The deep learning model approximates the relation between inputs \(x\) and outputs \(y\) using a non-linear function \(f(x,\theta)\), where \(\theta\) is a vector of parameters. The goal is to find the optimal value of \(\theta\) that minimizes the expected loss function, given a training data set \(D = \{x_i,y_i\}_{i=1}^n\). The loss function is a measure of discrepancy between the true value of \(y\) and the predicted value \(f(x,\theta)\). The loss function is usually defined as the negative log-likelihood function of the model. \[ l(\theta) = - \sum_{i=1}^n \log p(y_i | x_i, \theta), \] where \(p(y_i | x_i, \theta)\) is the conditional distribution of \(y_i\) given \(x_i\) and \(\theta\). Thus, in the case of regression, we have \[ y_i = f(x_i,\theta) + \epsilon, ~ \epsilon \sim N(0,\sigma^2), \] Thus, the loss function is \[ l(\theta) = - \sum_{i=1}^n \log p(y_i | x_i, \theta) = \sum_{i=1}^n (y_i - f(x_i, \theta))^2, \]

21.2 Regression

Regression is simply a neural network which is wide and shallow. The insight of DL is that you use a deep and shallow neural network. Let’s look at a simple example and fit a linear regression model to iris dataset.

data(iris)
y = iris$Petal.Length
loss = function(theta) sum((y - x %*% theta)^2)
grad = function(theta) -2 * t(x) %*% (y - x %*% theta)
res = optim(c(0,0), loss, grad, method="BFGS")
theta = res$par

Our loss minimization algorithm finds the following coefficients

Intercept (\(\theta_1\))	Petal.Width (\(\theta_2\))
1.1	2.2

Let’s plot the data and model estimated using gradient descent

plot(x[,2],y,pch=16, xlab="Petal.Width")
abline(theta[2],theta[1], lwd=3,col="red")

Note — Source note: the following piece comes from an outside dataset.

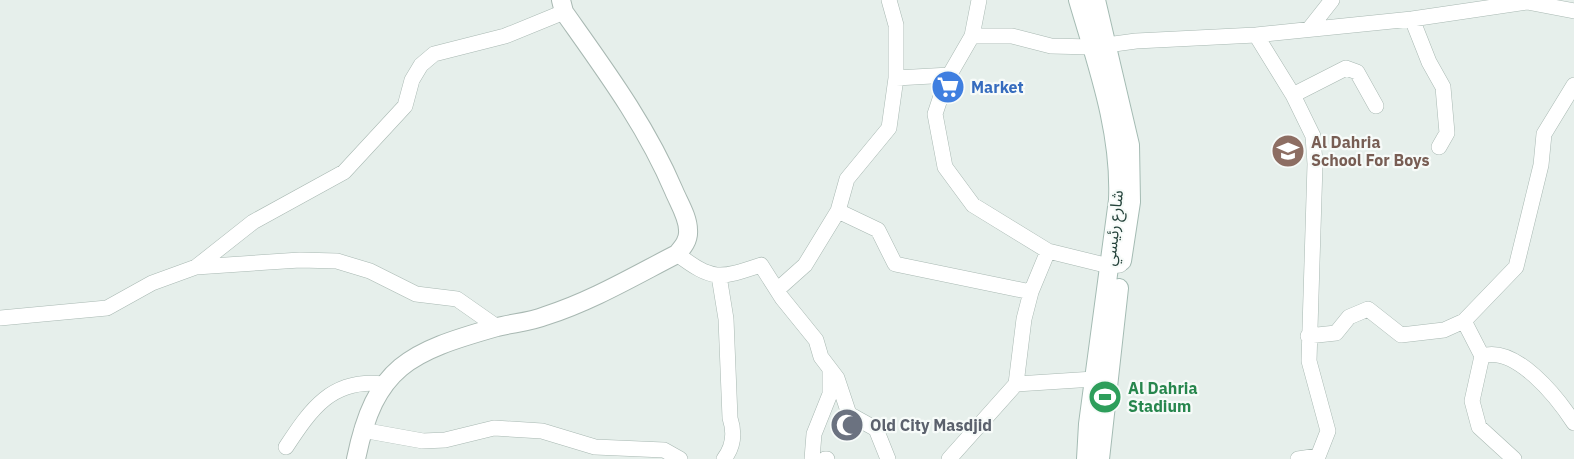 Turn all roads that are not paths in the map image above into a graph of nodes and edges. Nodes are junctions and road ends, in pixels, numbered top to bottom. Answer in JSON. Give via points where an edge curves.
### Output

Let’s compare it to the standard estimation algorithm

m = lm(Petal.Length~Petal.Width, data=iris)

(Intercept)	Petal.Width
1.1	2.2

The values found by gradient descent are very close to the ones found by the standard OLS algorithm.

21.3 Logistic Regression

Logistic regression is a generalized linear model (GLM) with a logit link function, defined as: \[ \log \left(\frac{p}{1-p}\right) = \theta_0 + \theta_1 x_1 + \ldots + \theta_p x_p, \] where \(p\) is the probability of the positive class. The negative log-likelihood function for logistic regression is a cross-entropy loss \[ l(\theta) = - \sum_{i=1}^n \left[ y_i \log p_i + (1-y_i) \log (1-p_i) \right], \] where \(p_i = 1/\left(1 + \exp(-\theta_0 - \theta_1 x_{i1} - \ldots - \theta_p x_{ip})\right)\). The derivative of the negative log-likelihood function is \[ \nabla l(\theta) = - \sum_{i=1}^n \left[ y_i - p_i \right] \begin{pmatrix} 1 \\ x_{i1} \\ \vdots \\ x_{ip} \end{pmatrix}. \] In matrix notations, we have \[ \nabla l(\theta) = - X^T (y - p). \] Let’s implement gradient descent algorithm now.

y = ifelse(iris$Species=="setosa",1,0)
x = cbind(rep(1,150),iris$Sepal.Length)
lrgd  = function(x,y, alpha, n_iter) {
  theta <- matrix(c(0, 0), nrow = 2, ncol = 1)
  for (i in 1:n_iter) {
    # compute gradient
    p = 1/(1+exp(-x %*% theta))
    grad <- -t(x) %*% (y - p)
    # update theta
    theta <- theta - alpha * grad
  }
  return(theta)
}
theta = lrgd(x,y,0.005,20000)

The gradient descent parameters are

Intercept (\(\theta_1\))	Sepal.Length (\(\theta_2\))
28	-5.2

And the plot is

par(mar=c(4,4,0,0), bty='n')
plot(x[,2],y,pch=16, xlab="Sepal.Length")
lines(x[,2],p,type='p', pch=16,col="red")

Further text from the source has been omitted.